0.1 Basic SCCS Weave File Format
A SCCS weave file consists of plain text lines. Each line is either a
special instruction starting with "^A" or part of the content of the real
file the weave tracks. There are 3 important operations, where REV denotes
the revision number:
^AI REV, marking the beginning of an insertion block introduced by REV
^AD REV, marking the beginning of a deletion block introduced by REV
^AE REV, marking the end of the block started by "^AI REV" or "^AD REV"
Note on revision numbers: For any two different revision numbers, one must
be an ancestor of the other to make them comparable. This enforces linear
history. Besides, the comparison functions (">=", "<") should be efficient.

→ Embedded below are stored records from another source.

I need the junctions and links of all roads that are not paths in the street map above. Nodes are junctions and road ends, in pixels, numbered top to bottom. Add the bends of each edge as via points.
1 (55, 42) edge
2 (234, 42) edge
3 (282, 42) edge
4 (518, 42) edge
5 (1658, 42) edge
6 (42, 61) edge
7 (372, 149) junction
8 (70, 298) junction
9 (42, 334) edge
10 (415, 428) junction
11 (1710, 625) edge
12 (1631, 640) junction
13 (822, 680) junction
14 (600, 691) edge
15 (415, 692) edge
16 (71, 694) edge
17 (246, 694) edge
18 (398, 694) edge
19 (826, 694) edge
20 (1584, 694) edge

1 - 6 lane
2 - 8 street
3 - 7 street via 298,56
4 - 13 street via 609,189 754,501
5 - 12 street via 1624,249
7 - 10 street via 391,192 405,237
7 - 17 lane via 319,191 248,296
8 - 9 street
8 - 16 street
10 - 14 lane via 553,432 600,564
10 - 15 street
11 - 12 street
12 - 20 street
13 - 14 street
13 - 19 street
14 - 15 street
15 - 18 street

This means, if revisions are strings like git or hg, an external map is
required to convert them into integers.
For example, to represent the following changes:
REV 1 | REV 2 | REV 3
------+-------+-------
a | a | a
b | b | 2
c | 1 | c
| 2 |
| c |
A possible weave file looks like:
^AI 1
a
^AD 3
b
^AI 2
1
^AE 3
2
^AE 2
c
^AE 1
An "^AE" does not always match its nearest operation ("^AI" or "^AD"). In
the above example, "^AE 3" does not match the nearest "^AI 2" but "^AD 3".
Therefore we need some extra information for "^AE". The SCCS weave uses a
revision number. It could also be a boolean value about whether it is an
insertion or a deletion (see section 0.4).
0.2 Checkout
The "checkout" operation is to retrieve file content at a given revision,
say X. It's doable by going through the file line by line and:
- If meet ^AI rev, and rev > X, find the corresponding ^AE and jump there
- If meet ^AD rev, and rev <= X, find the corresponding ^AE and jump there
- Ignore ^AE
- For normal lines, just output them
0.3 Annotate
The "annotate" operation is to show extra metadata like the revision number
and the original line number a line comes from.
It's basically just a "Checkout". For the extra metadata, they can be stored
side by side with the line contents. Alternatively, we can infer the
revision number from "^AI"s.
Some SCM tools have to calculate diffs on the fly and thus are much slower
on this operation.
0.4 Tree Structure
The word "interleaved" is used because "^AI" .. "^AE" and "^AD" .. "^AE"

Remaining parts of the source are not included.